Mission Trip

John
Theo Jr.
Genre: 
Other

CHRISTIAN/DYSTOPIAN:  Nearly thirty years after the fall of the worlds’ governments, most of the planet has been reduced to roving bands of savages - some simply trying to survive, others out to kill. The few governments still standing are only interested in acquiring control over the technology owned by an constantly moving undersea world, which houses all the Christians who survived the end of civilization. Landon is a Captain and Senator on the undersea world. He remembers Earth as the place that killed his wife. He has little hope of any change.

 

Set in the not too distant future, it’s not a true dystopian—Landon is not fighting against the “utopian” rules of his own civilization—but it’s a post-apocalyptic sci-fi story, and not truly a romance.
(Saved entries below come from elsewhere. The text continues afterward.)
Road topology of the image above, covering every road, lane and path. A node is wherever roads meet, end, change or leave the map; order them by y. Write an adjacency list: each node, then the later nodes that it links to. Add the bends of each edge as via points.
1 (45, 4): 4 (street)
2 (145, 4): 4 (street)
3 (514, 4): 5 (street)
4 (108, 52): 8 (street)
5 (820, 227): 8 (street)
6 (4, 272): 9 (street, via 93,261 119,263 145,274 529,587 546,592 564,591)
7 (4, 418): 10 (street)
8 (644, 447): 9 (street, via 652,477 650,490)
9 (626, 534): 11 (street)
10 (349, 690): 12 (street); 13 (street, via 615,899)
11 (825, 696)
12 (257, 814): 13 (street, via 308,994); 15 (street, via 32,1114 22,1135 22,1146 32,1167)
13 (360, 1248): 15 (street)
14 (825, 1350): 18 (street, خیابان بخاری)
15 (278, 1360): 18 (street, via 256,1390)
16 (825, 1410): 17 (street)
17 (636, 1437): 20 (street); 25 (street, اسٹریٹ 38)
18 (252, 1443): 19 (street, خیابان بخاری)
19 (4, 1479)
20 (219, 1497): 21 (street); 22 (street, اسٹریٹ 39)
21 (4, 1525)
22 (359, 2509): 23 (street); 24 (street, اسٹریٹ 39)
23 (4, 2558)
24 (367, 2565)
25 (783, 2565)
Some on the undersea world want to reconnect with those on land and want to begin healing mankind. Landon’s son is one of them, making the traditional Christian father/son arc pivotal. The pacing and action are fast, moving the story at a quick clip while still allowing readers to absorb everything. The background of how everything on Earth collapsed is sprinkled in seamlessly, never dumping. Christian readers who are not of an evangelical bent could be turned off by the acerbic anti-government slant in the backstory. Lessening that, making it less divisive, would lose nothing of the pure Christianity in it, nor upset the storyline—which has the beginnings of Landon’s journey of the lost faith he is trying to find. It is a cliffhanger, so reader beware that when falling in love with this story of faith and healing, it isn’t over.